TASK GOAL
Quote the records exactly, starting at the first line and stopping after the line with "function fill(path, color)"; skip the pictures.

DATA FOR THE TASK
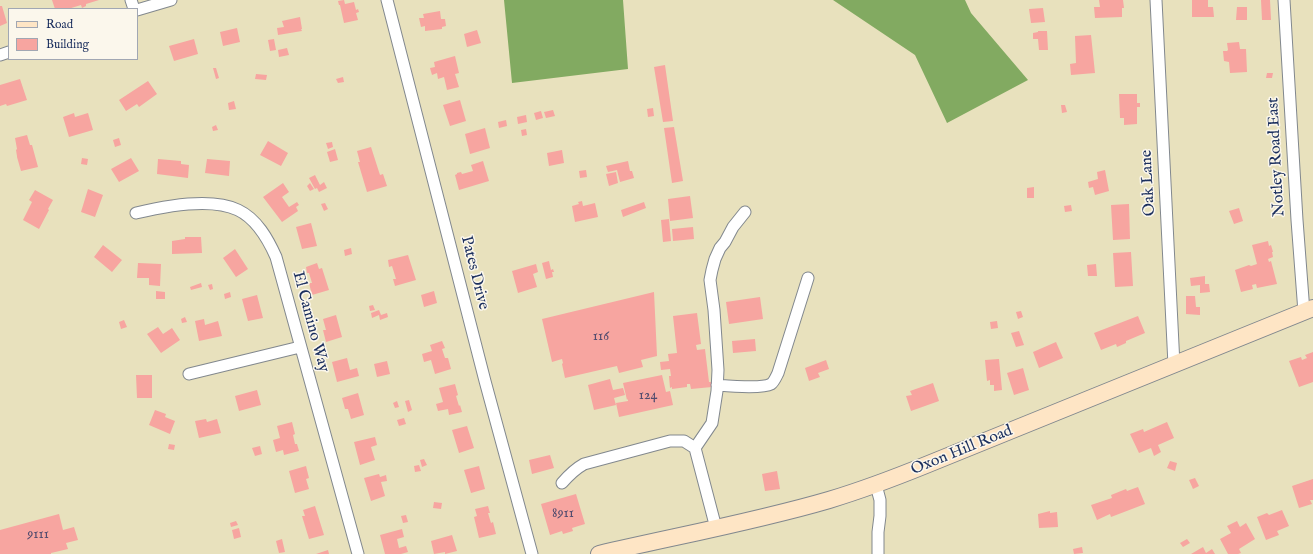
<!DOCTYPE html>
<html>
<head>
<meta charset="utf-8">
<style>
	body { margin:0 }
	#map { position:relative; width:1313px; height:554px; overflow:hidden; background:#e8e1bd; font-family:"IM FELL English",serif }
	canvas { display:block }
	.legend { position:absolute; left:8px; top:8px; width:130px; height:52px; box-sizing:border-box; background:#fbf7ec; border:1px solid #a1a7b3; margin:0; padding:5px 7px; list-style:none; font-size:12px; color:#1b2f5e }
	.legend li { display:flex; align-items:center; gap:8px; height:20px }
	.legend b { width:20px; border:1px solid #a1a7b3 }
</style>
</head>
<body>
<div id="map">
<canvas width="1313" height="554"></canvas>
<ul class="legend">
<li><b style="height:5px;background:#fee5c5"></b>Road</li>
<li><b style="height:11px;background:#f7a5a0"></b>Building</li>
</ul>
</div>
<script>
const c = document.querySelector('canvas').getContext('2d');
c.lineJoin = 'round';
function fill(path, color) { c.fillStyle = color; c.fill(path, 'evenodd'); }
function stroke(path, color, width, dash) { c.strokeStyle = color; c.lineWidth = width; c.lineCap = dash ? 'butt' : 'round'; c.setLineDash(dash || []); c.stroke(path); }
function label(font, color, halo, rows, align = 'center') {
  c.font = font + ' "IM FELL English",serif'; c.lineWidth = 3; c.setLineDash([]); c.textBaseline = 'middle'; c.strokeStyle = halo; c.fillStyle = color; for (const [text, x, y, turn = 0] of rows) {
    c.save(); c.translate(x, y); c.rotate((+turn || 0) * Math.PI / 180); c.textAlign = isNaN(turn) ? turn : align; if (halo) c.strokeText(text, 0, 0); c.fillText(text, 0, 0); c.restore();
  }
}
const forest = new Path2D(`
	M504 0H623L628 69 512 83Z
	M833 0H965L971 13 1028 80 947 123 915 55Z`);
const building = new Path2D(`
	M52 0H99L86 4V6L82 8 81 5 68 9H55Z
	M344 0 345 4 354 2 356 10 358 9 359 12 356 13 358 20 344 23 340 5H339L338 1Z
	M1099 0H1123L1124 8H1122V17L1095 18 1094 7H1100Z
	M1192 0H1208V7H1213L1214 17H1192Z
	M1261 0H1270L1271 20H1262Z
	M0 6H2L7 23 0 26Z
	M1237 7H1247V20H1236Z
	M1043 8 1045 22 1031 23 1029 9Z
	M440 11 441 19H445L446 26 442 27V29L425 31V26L421 27 419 18H424L423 14Z
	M300 17 302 29H301L302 31 278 35 277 28 284 27 282 21Z
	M237 28 240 42 223 46 220 32Z
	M477 30 481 43 467 47 464 34Z
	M1038 31H1047L1048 50H1039L1038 39H1033V33L1038 32Z
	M1091 35 1095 73 1071 75 1070 64 1076 63 1075 36Z
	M194 39 198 54 174 61 169 46Z
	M274 39 276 50 270 51 268 40Z
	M1239 42 1240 49H1246L1247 72 1230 73 1229 62 1224 61 1223 51H1227L1228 50 1227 43Z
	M287 48 289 55 279 57 278 50Z
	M455 56 459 73 455 74 459 87 447 90 444 77 438 79 437 73 432 75 430 68 435 67 434 62Z
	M665 65 673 121 663 122 654 67Z
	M213 68H216L219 78 216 79Z
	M1267 73H1273L1272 78H1266Z
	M256 74 267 75 266 80 255 79Z
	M343 77 344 82 338 83 336 79Z
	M20 79 27 100 7 106 6 104 0 106V85Z
	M148 81 157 94 139 107 137 104 126 111 119 100Z
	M1119 94H1137V103H1140V107H1137V124L1124 125V118H1120Z
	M460 100 466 121 450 126 443 105Z
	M234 101 236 109 229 110 228 103Z
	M1061 105H1065L1067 112 1062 113Z
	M653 108 654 116 648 117 647 109Z
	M553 110 555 116 546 118 544 112Z
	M541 111 543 118 536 120 534 113Z
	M74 113 75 117 88 113 93 130 69 137 63 117Z
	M526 115 527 122 518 124 517 117Z
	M506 120 507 126 499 128 498 122Z
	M216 125 218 130 213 131 212 127Z
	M674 127 683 181 672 183 664 128Z
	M485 128 490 148 470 154 465 134Z
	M526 129 527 135 522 136 521 130Z
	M27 135 30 145H32L38 167 21 171 17 157V156L16 150 17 149 15 138Z
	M119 138 121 145 115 147 113 140Z
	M268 141 288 153 281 166 260 155Z
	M332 142 333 147 328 149 326 143Z
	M371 147 380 175 383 174 387 186 367 192 358 162H360L357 151Z
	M335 149 338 160 330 162 327 152Z
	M562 150 564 163 549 166 547 153Z
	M82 158 88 159 87 165 81 164Z
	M131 158 139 171 119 182 111 169Z
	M158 159 181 161V164L189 165 188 178 157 174Z
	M207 159 230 161 229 176 205 173Z
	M483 161 489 181 459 190 455 175 457 174V173L461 172 462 174 473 171 471 165Z
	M628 161 630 171H632L634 178 620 182 617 170 608 172 606 166Z
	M586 170 587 177 580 178 579 171Z
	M1105 170 1109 191 1095 195 1093 187 1089 188 1088 182 1098 179 1097 172Z
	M616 172 618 183 609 186 606 174Z
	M315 175 320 185 324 182 327 188 319 192 317 188 315 189 309 178Z
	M283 183 289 192 282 197 289 207 297 202 299 205 296 207 298 211 282 222 263 197Z
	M310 183 314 189 310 191 307 186Z
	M1034 187V198H1027V188Z
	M88 189 103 195 95 217 81 212Z
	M35 190 53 200 48 209 49 210 39 229 23 220 32 202 29 200Z
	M690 196 693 218 670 221 668 199Z
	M582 201 583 206 595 203 598 217 575 222 572 206 579 204 578 202Z
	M644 202 646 208 623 217 621 210Z
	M325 203 328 209 324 211 321 204Z
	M1129 204 1130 239 1113 240 1111 205Z
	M1071 205 1072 211 1065 212 1064 206Z
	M1239 208 1243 221 1234 224 1229 211Z
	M669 219 671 241 663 242 661 220Z
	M311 223 317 246 302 249 296 227Z
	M693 227 694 239 673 241 672 229Z
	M185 237H201L202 253 172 254V241L185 239Z
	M1268 241 1269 246 1271 245 1273 252H1272L1273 257 1268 259 1269 262 1271 261 1277 284 1257 288 1256 284 1252 285 1253 289 1241 292 1235 270 1249 265 1251 266 1257 264 1252 245Z
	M103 245 122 260 112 272 94 257Z
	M351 248 352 254 345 256 344 250Z
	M235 249 248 269 236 277 223 258Z
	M1131 252 1133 286 1115 287 1113 253Z
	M408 255 416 280 395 286 393 279H396L392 266 389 267 388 260Z
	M549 261 551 270 553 269 554 272H552L553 277 546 279 542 263Z
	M138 263 161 264 160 286 149 285V278H137Z
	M317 263 319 269 322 268 329 290 312 295 309 283H312L309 273H307L306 267Z
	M536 264 538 272 533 274 537 287 518 293 512 271Z
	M1096 264 1097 276H1088L1087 265Z
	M1205 276V284H1209L1210 292 1200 293V285L1191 286 1190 278Z
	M201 283 202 287 191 290 190 287Z
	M212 284 213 289 210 290 208 285Z
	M156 291 165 292V299H156Z
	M434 291 437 303 424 307 421 295Z
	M230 292 231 297 225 299 224 294Z
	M654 292 657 356 641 360 643 367 619 373 617 366 565 378 562 364 563 363 562 359 552 362 542 319Z
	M257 295 263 318 248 321 242 299Z
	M1186 296H1195L1196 307H1200V315L1186 314Z
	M760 297 763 319 729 324 726 302Z
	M373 305 375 310 370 311 369 306Z
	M379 310 381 315 387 313 388 317 380 320 379 315 372 318 371 313Z
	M1021 311 1023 317 1018 319 1016 312Z
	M697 313 701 344 696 345 697 350 705 349 709 382H712V387L691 389 690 384H687V387L672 389V387L670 388 669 376H671L670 369 661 370 660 362 669 361 668 354 677 353 673 316Z
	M336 315 342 337 326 342 323 330H326L323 319Z
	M1138 316 1145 333 1126 341V343L1117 347 1116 344 1101 350 1094 333Z
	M185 317 187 322 182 323 181 319Z
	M204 319 205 325 218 321 222 336 199 341 195 321Z
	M124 320 127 327 121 329 119 322Z
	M997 321 998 328 991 329 990 322Z
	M158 327 163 334 172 328 180 340 161 353 147 334Z
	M1019 331 1024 345 1016 347 1011 333Z
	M755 339 756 351 733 353 732 341Z
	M442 341 445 348 442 349 445 358H448L451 369 435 374 431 360 424 362 422 354 432 351 430 345Z
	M1056 342 1063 358 1039 368 1033 352Z
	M1313 352V382L1299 387 1289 361 1301 357 1302 360 1307 358 1305 355Z
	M347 358 350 370 357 368 359 376 337 382 332 362Z
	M999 359 1002 390 994 391V385H990V380L987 381 985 360Z
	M826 360 829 369 818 373 820 377 809 381 805 368Z
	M387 361 390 374 377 377 374 364Z
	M1023 368 1029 390 1014 395 1007 373Z
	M136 375H152V398H137Z
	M662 375 666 392 670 391 673 405 619 417 616 403 628 401V399L627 400 623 383Z
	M610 379 613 390 623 388 625 395 614 398 616 405 594 410 588 385Z
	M933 383 939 401 911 411 906 396 912 395 910 391Z
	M455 384 458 395 456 396 459 406 460 405 462 412 449 415 448 409 438 411 436 404 443 402 439 388Z
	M257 390 261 405 239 411 235 396Z
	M358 393 364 415 351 419 348 409H345L342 398Z
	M409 400 412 410 408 412 405 401Z
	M397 401 399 407 395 408 393 403Z
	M155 410 166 414 165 417 175 421 170 434 149 425Z
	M404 418 406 424 399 426 397 420Z
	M206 419 207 422 217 419 221 433 199 438 195 421Z
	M292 422 295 434 293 435 295 444H297L299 451 284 455 283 450 276 452 273 440 280 438 277 426Z
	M1167 422 1174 438 1158 445 1161 452 1154 456 1151 448 1139 453 1130 434 1143 429 1144 432Z
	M467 426 474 448 459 453 452 430Z
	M375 437 377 445 371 447 375 460 360 465 354 442Z
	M169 444 175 445 174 450 168 449Z
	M260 446 262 454 255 456 252 448Z
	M550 455 554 468 532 474 529 460Z
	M424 459 427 465 422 467 420 460Z
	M1170 461 1177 463 1175 471 1167 468Z
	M419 465 421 471 415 472 414 466Z
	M306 466 309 478 306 479 309 489 295 493 289 471Z
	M479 466 485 489 471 493 464 470Z
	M777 471 780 489 765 491 762 474Z
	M379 474 380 477 386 475 387 481 381 482 385 496 371 501 364 478Z
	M1195 478 1199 486 1193 489 1189 480Z
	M1313 479V500H1310L1312 504 1299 508 1292 486Z
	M1138 487 1145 504 1111 517 1110 514 1097 520 1091 505 1112 498 1111 495 1126 489 1127 491Z
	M576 494 585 524 572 528 573 531 563 534 562 531 550 535 541 504Z
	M434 502 442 503 441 509 433 508Z
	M315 506 324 535 309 539 302 516H305L303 510Z
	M488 506 490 513H488L491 523 493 522 496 534 479 538 474 517 477 516 475 509Z
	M1282 510 1289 526 1277 531 1279 535 1266 540 1257 517 1267 513 1269 515Z
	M1050 511V513L1057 512 1058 527 1039 528 1038 514Z
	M59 514 63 530 74 527 78 540 66 543 68 549 51 553V554H0V530Z
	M406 515 408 522 403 523 401 516Z
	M236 521 238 525 231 527 230 523Z
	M1237 521 1240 527 1246 523 1255 539 1239 549 1241 553 1238 554H1228L1220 539 1231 533 1227 526Z
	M239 528 241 537 234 539 232 530Z
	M402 529 404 537 397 539 399 548 406 546 408 552 401 554H385L380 535Z
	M452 535 457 551 445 554V552L434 554 431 541Z
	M282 539 285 552 279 553 276 541Z
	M1187 539 1190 543 1183 547 1180 543Z
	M1082 547 1083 553 1074 554 1073 549Z
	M1203 547 1206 553 1212 549 1215 554H1191Z
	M328 550 329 554H316Z`);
const street = new Path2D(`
	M131 0 134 9
	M387 0 485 381 532 554
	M1156 0 1174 365
	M1284 0 1297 220 1304 312
	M137 10 171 0
	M0 55 9 52
	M136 213C165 206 211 197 238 210 257 219 268 239 276 257L358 554
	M189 374 300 347
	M717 385C729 386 762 389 771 384 774 382 776 377 778 373L808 278
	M695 448 712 423 717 391 718 370 714 310 710 280 712 270 715 259 720 248 725 242 733 227 745 212
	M562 483C569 475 575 469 584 464L670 441H684L695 448 716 528
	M876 485 880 500V516L878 532V554`);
const secondary = new Path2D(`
	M599 554C676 536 754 522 829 500 862 490 894 478 926 465L1313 308`);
const numberNames = [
	["116",601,337],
	["124",648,396],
	["8911",563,514],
	["9111",38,535]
];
const streetNames = [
	["Notley Road East",1277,157,-93],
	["Oak Lane",1149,183,-93],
	["Pates Drive",474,273,76],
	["El Camino Way",310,322,75],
	["Oxon Hill Road",962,451,-22]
];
fill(forest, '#82aa61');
fill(building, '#f7a5a0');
stroke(street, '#82888e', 13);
stroke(secondary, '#82888e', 18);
stroke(street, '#fff', 11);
stroke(secondary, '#fee5c5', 16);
label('14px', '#524c6e', null, numberNames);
label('16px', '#1b2f5e', '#fbf7ec', streetNames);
</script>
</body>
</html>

EXERCISE SOLUTION
<!DOCTYPE html>
<html>
<head>
<meta charset="utf-8">
<style>
	body { margin:0 }
	#map { position:relative; width:1313px; height:554px; overflow:hidden; background:#e8e1bd; font-family:"IM FELL English",serif }
	canvas { display:block }
	.legend { position:absolute; left:8px; top:8px; width:130px; height:52px; box-sizing:border-box; background:#fbf7ec; border:1px solid #a1a7b3; margin:0; padding:5px 7px; list-style:none; font-size:12px; color:#1b2f5e }
	.legend li { display:flex; align-items:center; gap:8px; height:20px }
	.legend b { width:20px; border:1px solid #a1a7b3 }
</style>
</head>
<body>
<div id="map">
<canvas width="1313" height="554"></canvas>
<ul class="legend">
<li><b style="height:5px;background:#fee5c5"></b>Road</li>
<li><b style="height:11px;background:#f7a5a0"></b>Building</li>
</ul>
</div>
<script>
const c = document.querySelector('canvas').getContext('2d');
c.lineJoin = 'round';
function fill(path, color) { c.fillStyle = color; c.fill(path, 'evenodd'); }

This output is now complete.